The above pattern of code is so common in the framework that the languages C#, VB.NET support them using the lock and SyncLock blocks repectively.

 

lock(someObject) {

    // Execute Critical Section of code

}

 

exapnds to

 

try {

    Monitor.Enter(someObject);

    // Execute Critical Section of code

}

finally {

    Monitor.Leave(someObject);

}

A monitor cannot be used to synchronize access across processes. The same has to be done using Mutex if it has to be across processes.

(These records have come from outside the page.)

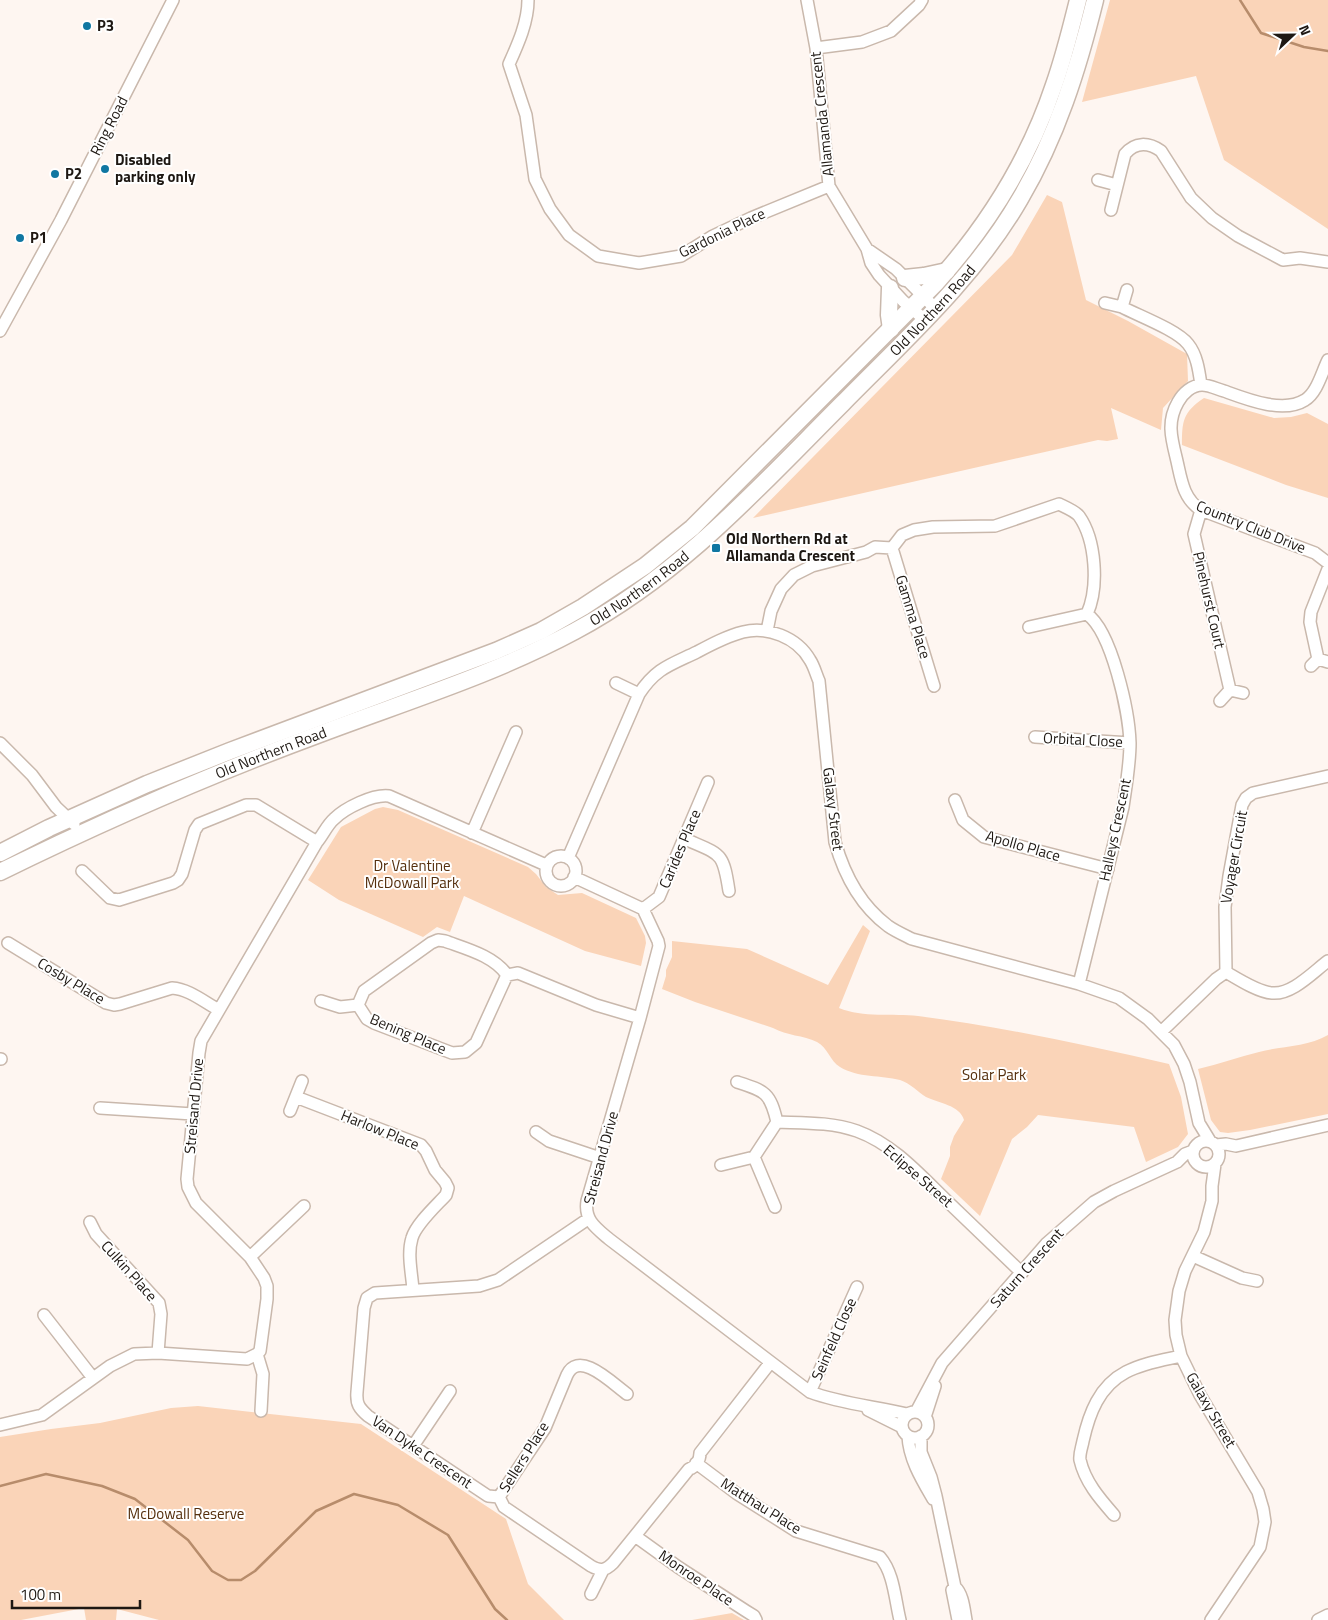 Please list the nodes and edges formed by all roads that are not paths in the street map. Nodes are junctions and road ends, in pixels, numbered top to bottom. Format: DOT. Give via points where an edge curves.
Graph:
graph roads {
  1 [pos="173,0"];
  2 [pos="528,0"];
  3 [pos="807,0"];
  4 [pos="922,0"];
  5 [pos="1078,0"];
  6 [pos="1095,0"];
  7 [pos="816,48"];
  8 [pos="1098,180"];
  9 [pos="1117,185"];
  10 [pos="829,186"];
  11 [pos="1111,210"];
  12 [pos="867,249"];
  13 [pos="1328,262"];
  14 [pos="947,271"];
  15 [pos="905,278"];
  16 [pos="890,288"];
  17 [pos="1127,290"];
  18 [pos="924,295"];
  19 [pos="1105,304"];
  20 [pos="1122,307"];
  21 [pos="911,308"];
  22 [pos="931,315"];
  23 [pos="891,329"];
  24 [pos="0,331"];
  25 [pos="1328,360"];
  26 [pos="1201,385"];
  27 [pos="1201,510"];
  28 [pos="892,548"];
  29 [pos="1328,563"];
  30 [pos="1328,569"];
  31 [pos="1087,614"];
  32 [pos="1029,627"];
  33 [pos="767,631"];
  34 [pos="1319,662"];
  35 [pos="616,683"];
  36 [pos="934,686"];
  37 [pos="1230,690"];
  38 [pos="1243,693"];
  39 [pos="639,694"];
  40 [pos="1220,701"];
  41 [pos="516,732"];
  42 [pos="1035,737"];
  43 [pos="0,743"];
  44 [pos="1130,743"];
  45 [pos="1328,776"];
  46 [pos="708,782"];
  47 [pos="955,800"];
  48 [pos="69,819"];
  49 [pos="82,832"];
  50 [pos="472,833"];
  51 [pos="685,839"];
  52 [pos="317,842"];
  53 [pos="0,853"];
  54 [pos="568,858"];
  55 [pos="546,865"];
  56 [pos="1108,869"];
  57 [pos="82,871"];
  58 [pos="0,872"];
  59 [pos="574,878"];
  60 [pos="729,892"];
  61 [pos="643,909"];
  62 [pos="8,943"];
  63 [pos="1328,961"];
  64 [pos="1226,972"];
  65 [pos="507,975"];
  66 [pos="1078,984"];
  67 [pos="321,1001"];
  68 [pos="358,1005"];
  69 [pos="219,1010"];
  70 [pos="640,1018"];
  71 [pos="1162,1031"];
  72 [pos="302,1082"];
  73 [pos="737,1082"];
  74 [pos="296,1097"];
  75 [pos="100,1108"];
  76 [pos="290,1111"];
  77 [pos="193,1114"];
  78 [pos="777,1122"];
  79 [pos="1199,1123"];
  80 [pos="1328,1125"];
  81 [pos="536,1132"];
  82 [pos="1215,1151"];
  83 [pos="1196,1156"];
  84 [pos="754,1157"];
  85 [pos="600,1158"];
  86 [pos="721,1165"];
  87 [pos="1212,1186"];
  88 [pos="304,1206"];
  89 [pos="775,1207"];
  90 [pos="588,1219"];
  91 [pos="90,1222"];
  92 [pos="1193,1256"];
  93 [pos="250,1257"];
  94 [pos="1022,1273"];
  95 [pos="1257,1281"];
  96 [pos="857,1287"];
  97 [pos="413,1290"];
  98 [pos="44,1315"];
  99 [pos="158,1353"];
  100 [pos="257,1354"];
  101 [pos="1181,1356"];
  102 [pos="770,1363"];
  103 [pos="93,1378"];
  104 [pos="450,1391"];
  105 [pos="810,1392"];
  106 [pos="628,1394"];
  107 [pos="860,1406"];
  108 [pos="261,1412"];
  109 [pos="916,1414"];
  110 [pos="0,1425"];
  111 [pos="905,1431"];
  112 [pos="921,1436"];
  113 [pos="413,1446"];
  114 [pos="696,1463"];
  115 [pos="499,1497"];
  116 [pos="1114,1516"];
  117 [pos="939,1518"];
  118 [pos="635,1536"];
  119 [pos="603,1570"];
  120 [pos="955,1587"];
  121 [pos="591,1594"];
  122 [pos="1328,1615"];
  123 [pos="1214,1617"];
  124 [pos="756,1620"];
  125 [pos="900,1620"];
  126 [pos="958,1620"];
  127 [pos="966,1620"];
  128 [pos="1227,1620"];
  129 [pos="1318,1620"];
  1 -- 24 [label="street, Ring Road" via="61,220"];
  2 -- 10 [label="street, Gardonia Place" via="520,41 509,64 526,115 535,179 550,210 569,235 598,256 639,263 680,256 751,218"];
  3 -- 7 [label="street, Allamanda Crescent"];
  4 -- 7 [label="street" via="891,31 862,42"];
  5 -- 14 [label="highway, Old Northern Road" via="1054,85 1030,144 992,211"];
  6 -- 22 [label="highway, Old Northern Road" via="1073,81 1035,172 990,245"];
  7 -- 10 [label="street, Allamanda Crescent"];
  8 -- 9 [label="street"];
  9 -- 11 [label="street"];
  9 -- 13 [label="street" via="1125,154 1131,148 1145,144 1154,146 1161,151 1191,198 1231,231 1283,260 1296,257"];
  10 -- 12 [label="street, Allamanda Crescent"];
  12 -- 15 [label="street, Allamanda Crescent"];
  12 -- 16 [label="street, Allamanda Crescent" via="871,263"];
  14 -- 15 [label="highway"];
  14 -- 18 [label="highway, Old Northern Road"];
  15 -- 18 [label="street, Allamanda Crescent"];
  16 -- 21 [label="street, Allamanda Crescent"];
  16 -- 23 [label="highway"];
  17 -- 20 [label="street"];
  18 -- 21 [label="highway, Old Northern Road"];
  18 -- 22 [label="street, Allamanda Crescent"];
  19 -- 20 [label="street"];
  20 -- 26 [label="street" via="1180,336 1189,345 1199,369"];
  21 -- 22 [label="street, Allamanda Crescent"];
  21 -- 23 [label="highway, Old Northern Road"];
  22 -- 49 [label="highway, Old Northern Road" via="717,529 655,580 602,615 511,662 234,766"];
  23 -- 48 [label="highway, Old Northern Road" via="692,528 645,566 583,607 496,651 189,766"];
  25 -- 26 [label="street" via="1314,391 1305,400 1291,404 1261,404"];
  26 -- 27 [label="street, Country Club Drive" via="1180,398 1171,418 1170,430 1186,497"];
  27 -- 29 [label="street, Country Club Drive" via="1315,553"];
  27 -- 37 [label="street, Pinehurst Court" via="1194,534"];
  28 -- 31 [label="street" via="902,535 914,530 995,526 1059,504 1078,515 1090,540 1095,580"];
  28 -- 33 [label="street" via="875,547 812,566 794,575 781,589 771,611"];
  28 -- 36 [label="street, Gamma Place"];
  30 -- 34 [label="street" via="1310,622"];
  31 -- 32 [label="street"];
  31 -- 44 [label="street, Halleys Crescent" via="1094,619 1109,646 1127,712"];
  33 -- 39 [label="street, Galaxy Street" via="741,632 690,655 654,674"];
  33 -- 66 [label="street, Galaxy Street" via="786,638 803,651 819,681 835,842 849,880 866,903 888,925 912,939"];
  35 -- 39 [label="street"];
  37 -- 38 [label="street"];
  37 -- 40 [label="street"];
  39 -- 54 [label="street, Galaxy Street"];
  41 -- 50 [label="street"];
  42 -- 44 [label="street, Orbital Close"];
  43 -- 48 [label="street"];
  44 -- 56 [label="street, Halleys Crescent" via="1123,807"];
  45 -- 64 [label="street, Voyager Circuit" via="1253,793 1246,798 1225,907"];
  46 -- 51 [label="street, Carides Place"];
  47 -- 56 [label="street, Apollo Place" via="963,820 984,837"];
  48 -- 49 [label="street"];
  48 -- 53 [label="highway, Old Northern Road"];
  49 -- 58 [label="highway, Old Northern Road"];
  50 -- 52 [label="street, Streisand Drive" via="402,801 382,796 340,814"];
  50 -- 55 [label="street, Streisand Drive"];
  51 -- 60 [label="street" via="719,856 725,865"];
  51 -- 61 [label="street, Carides Place" via="659,897"];
  52 -- 57 [label="street" via="256,805 246,804 199,824 182,874 173,883 119,900 110,898"];
  52 -- 69 [label="street, Streisand Drive"];
  54 -- 55 [label="street" via="555,857"];
  54 -- 59 [label="street" via="574,864"];
  55 -- 59 [label="street" via="547,876 554,884 566,885"];
  56 -- 66 [label="street, Halleys Crescent"];
  59 -- 61 [label="street"];
  61 -- 70 [label="street, Streisand Drive" via="659,946"];
  62 -- 69 [label="street, Cosby Place" via="106,1003 120,1004 172,988 188,992"];
  63 -- 64 [label="street" via="1285,992 1271,993"];
  64 -- 71 [label="street"];
  65 -- 68 [label="street, Bening Place" via="501,966 487,958 438,940 373,983 364,991"];
  65 -- 68 [label="street, Bening Place" via="476,1043 465,1052 452,1053 366,1019"];
  65 -- 70 [label="street" via="518,973 596,1005"];
  66 -- 71 [label="street, Galaxy Street" via="1119,998"];
  67 -- 68 [label="street, Bening Place" via="340,1007"];
  69 -- 77 [label="street, Streisand Drive" via="201,1041"];
  70 -- 85 [label="street, Streisand Drive"];
  71 -- 79 [label="street, Galaxy Street" via="1184,1064"];
  72 -- 74 [label="street"];
  73 -- 78 [label="street" via="766,1093"];
  74 -- 76 [label="street"];
  74 -- 97 [label="street, Harlow Place" via="420,1145 445,1182 448,1188 446,1195 411,1240"];
  75 -- 77 [label="street"];
  77 -- 93 [label="street, Streisand Drive" via="188,1179 191,1195"];
  78 -- 84 [label="street"];
  78 -- 94 [label="street, Eclipse Street" via="833,1124 858,1131 879,1142 923,1178"];
  79 -- 82 [label="street, Galaxy Street"];
  79 -- 83 [label="street, Galaxy Street"];
  80 -- 82 [label="street" via="1236,1146 1226,1144"];
  81 -- 85 [label="street" via="549,1142"];
  82 -- 83 [label="street" via="1203,1141"];
  82 -- 83 [label="street" via="1209,1167"];
  82 -- 87 [label="street, Galaxy Street"];
  83 -- 87 [label="street"];
  83 -- 94 [label="street, Saturn Crescent" via="1185,1154 1177,1162 1094,1202 1046,1244"];
  84 -- 86 [label="street"];
  84 -- 89 [label="street"];
  85 -- 90 [label="street, Streisand Drive" via="587,1201"];
  87 -- 92 [label="street, Galaxy Street" via="1212,1202"];
  88 -- 93 [label="street"];
  90 -- 97 [label="street, Van Dyke Crescent" via="498,1280 479,1286"];
  90 -- 102 [label="street, Streisand Drive" via="609,1239"];
  91 -- 99 [label="street, Culkin Place" via="96,1234 159,1303"];
  92 -- 95 [label="street" via="1242,1278"];
  92 -- 101 [label="street, Galaxy Street" via="1179,1291 1175,1320"];
  93 -- 100 [label="street, Streisand Drive" via="267,1286 262,1343"];
  94 -- 109 [label="street, Saturn Crescent" via="942,1363"];
  96 -- 105 [label="street, Seinfeld Close"];
  97 -- 113 [label="street, Van Dyke Crescent" via="375,1293 367,1298 356,1402 368,1416"];
  98 -- 103 [label="street"];
  99 -- 100 [label="street" via="247,1359"];
  99 -- 103 [label="street" via="127,1356"];
  100 -- 108 [label="street" via="262,1374"];
  101 -- 116 [label="street" via="1125,1372 1101,1392 1087,1421 1079,1457 1084,1474"];
  101 -- 123 [label="street, Galaxy Street" via="1200,1395 1258,1492 1263,1509 1260,1547"];
  102 -- 105 [label="street, Streisand Drive"];
  102 -- 114 [label="street" via="700,1453"];
  103 -- 110 [label="street" via="42,1415"];
  104 -- 113 [label="street"];
  105 -- 107 [label="street, Streisand Drive"];
  106 -- 115 [label="street, Sellers Place" via="585,1365 572,1368 545,1428"];
  107 -- 109 [label="street, Streisand Drive"];
  107 -- 111 [label="street, Streisand Drive"];
  109 -- 111 [label="street" via="903,1420"];
  109 -- 112 [label="street" via="928,1425"];
  111 -- 112 [label="street" via="912,1437"];
  111 -- 117 [label="street" via="919,1475"];
  112 -- 117 [label="street" via="921,1452 931,1477"];
  113 -- 115 [label="street, Van Dyke Crescent" via="488,1496"];
  114 -- 118 [label="street"];
  114 -- 125 [label="street, Matthau Place" via="796,1531 880,1557 890,1574"];
  115 -- 119 [label="street, Van Dyke Crescent" via="504,1507 591,1566"];
  117 -- 120 [label="street"];
  118 -- 119 [label="street"];
  118 -- 124 [label="street, Monroe Place" via="746,1610"];
  119 -- 121 [label="street"];
  120 -- 126 [label="street" via="952,1590"];
  120 -- 127 [label="street" via="960,1594"];
  122 -- 129 [label="street"];
  123 -- 128 [label="street"];
}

Atomic access functions – Interlocked family of functions

How do we avoid races?

Recall the example we discussed when we were discussing about the race condition. This could be avoided by using the Interlocked family of funtions. The interlocked family of functions guarantee that another thread cannot pre-empt the running thread when executing a atomic instruction.

 

public class QueueHandler

{

            private int itemsInQueue;

 

            public void ProcessItem();

            {

                        // Process Item

                       

                        // Decrement itemsInQueue

                        Interlocked.Decrement(ref itemsInQueue);

                       

                        if (itemsInQueue != 0)

                        {

                                    // Queue another work item for ProcessItem

                        }

            }

}

 

Other Interlocked members:

public static int Decrement(ref int);

public static long Decrement(ref long);

public static int Increment(ref int);

public static long Increment(ref long);

public static int Exchange(ref int, int);

public static object Exchange(ref object, object);

public static float Exchange(ref float, float);

public static int CompareExchange(ref int, int, int);

public static object CompareExchange(ref object, object, object);

public static float CompareExchange(ref float, float, float);

 

Exchange

Sets an object/int/float to a specified value as an atomic operation, and returns a reference to the original object/int/float.

 

CompareExchange

Compares two objects for equality and, if they are equal, replaces one of the objects.

 

What do we do if our critical section of the code (code which manipulates the shared data – just the decrement in this case) is not just decrement, increment, swap or compare and swap? How do we avoid races in such a case? Let us see this with an example in an upcoming article.

Thread States in .NET

What are the various thread states?

The following diagram gives an idea of the various thread states and the transition between them.

 

Action	ThreadState
A thread is created within the common language runtime.	Unstarted
A thread calls Start The thread starts running.	Running
The thread calls Sleep	WaitSleepJoin
The thread calls Wait on another object.	WaitSleepJoin
The thread calls Join on another thread.	WaitSleepJoin
Another thread calls Interrupt	Running
Another thread calls Suspend	SuspendRequested
The thread responds to a Suspend request.	Suspended
Another thread calls Resume	Running
Another thread calls Abort	AbortRequested
The thread responds to a Abort request.	Stopped
A thread is terminated.	Stopped

A note on the background threads:

The frmaework categorizes threads into two flavours background and foreground. This is controlled by the IsBackground property on a thread. When all the Foreground threads in a process terminate the process terminates irrespective of whether background threads are running or not. When atleast one foreground thread is there, the process cannot terminate. When there are no foreground threads even if there are background threads running the process terminates.